I have spent a significant part of my professional life studying the conditions under which organizations thrive — and the conditions under which they quietly die from the inside. What I have learned is that the most overlooked variable is almost always connection. Not strategy. Not funding. Not talent. Connection.

It turns out the same is true for human beings.

In 2023, the U.S. Surgeon General issued an advisory on the loneliness epidemic in America. The findings were stark. People without adequate social connection face significantly elevated risk of stroke, dementia, and heart disease. Their odds of premature death are 60 percent higher. Loneliness, the report concluded, is not a soft problem. It is a public health emergency.

That emergency hits hardest in the places we aren’t looking.

Adults with intellectual disabilities experience loneliness at rates that most researchers describe as epidemic within an epidemic. The barriers are structural, not personal. After age 22, the scaffolding of school disappears. Sensory sensitivities make typical social environments difficult. Communication differences make casual connection harder. And the broader culture, which has made real progress on employment inclusion, has been far slower to invest in social inclusion.

Kitty and I did not build Wonderfully Made because we read a Surgeon General’s report. We built it because Kitty watched families she loved sitting with this weight alone, and because I watched what happens to human beings — and organizations — when connection is absent long enough. The research didn’t give us permission. But it confirms what families have been saying for decades without anyone writing it down officially.

Loneliness is not a personality trait. It is not an inevitable outcome of intellectual disability. It is the consequence of a world that hasn’t built enough rooms.

What Wonderfully Made does, at its core, is build rooms. A Tuesday. A kitchen. A basketball court where Coach John runs drills with his daughter Lele. A Zumba session that Ian dances through like it was made for him. A table where Troy tells a joke and everyone laughs and the morning feels lighter. A kitchen where Teon bags 300 cookies with focus and pride and nobody has to supervise him.

These are not therapeutic interventions. They are not outcomes measured in clinical assessments. They are Tuesday mornings. They are what happens when you build a room with intention and then get out of the way and let people be human beings together.

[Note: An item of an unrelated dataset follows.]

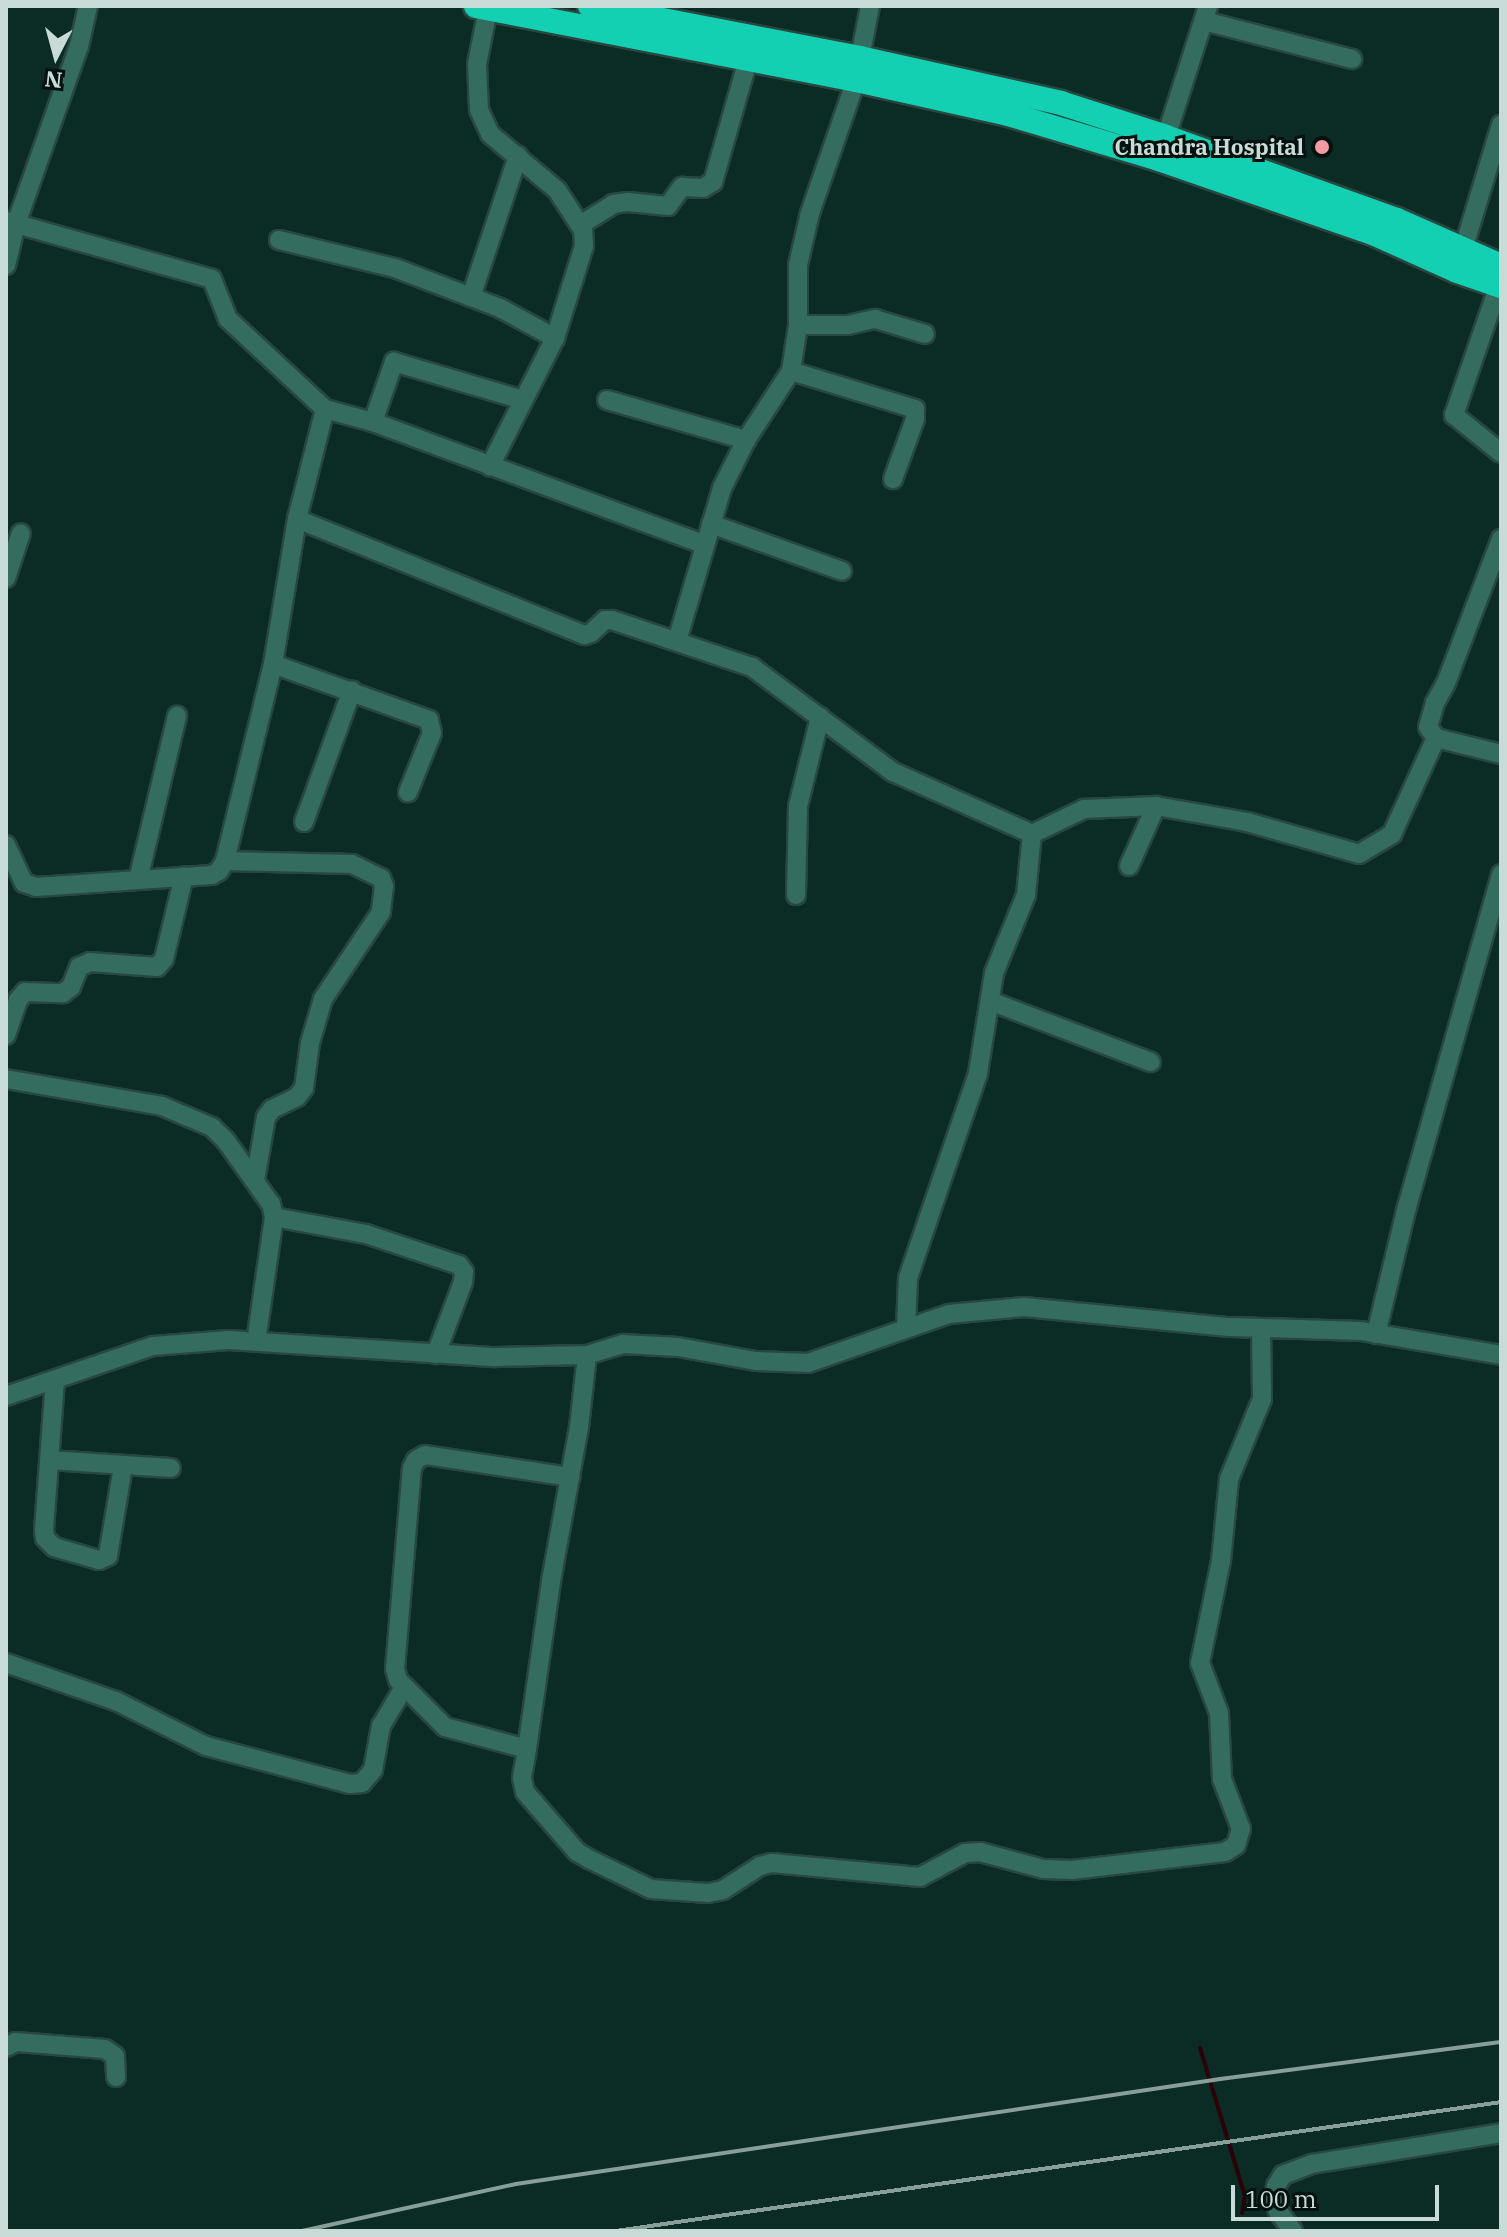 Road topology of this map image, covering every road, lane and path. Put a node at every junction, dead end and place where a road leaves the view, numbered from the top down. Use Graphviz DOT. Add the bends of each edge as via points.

Robin Dunbar, the anthropologist, spent decades studying human connection. His research found that most of us can sustain meaningful relationships with about 150 people — and that our true inner circle, the people who know us deeply, is typically five. Five people. That is what we are building for every Wonder Maker who walks through our doors. Not a program. A Bethany — a place of rest and real belonging.

The Surgeon General can name the crisis. We are grateful someone finally did. But the solution was never going to come from a report. It was always going to come from people deciding to build a table and invite someone to sit down.

That is what we are doing. And it turns out that when you build the table, something remarkable happens — the people you thought you were serving end up serving you right back, and the room fills up with laughter, and the cookies come out of the oven, and for a Tuesday morning, nobody is lonely at all.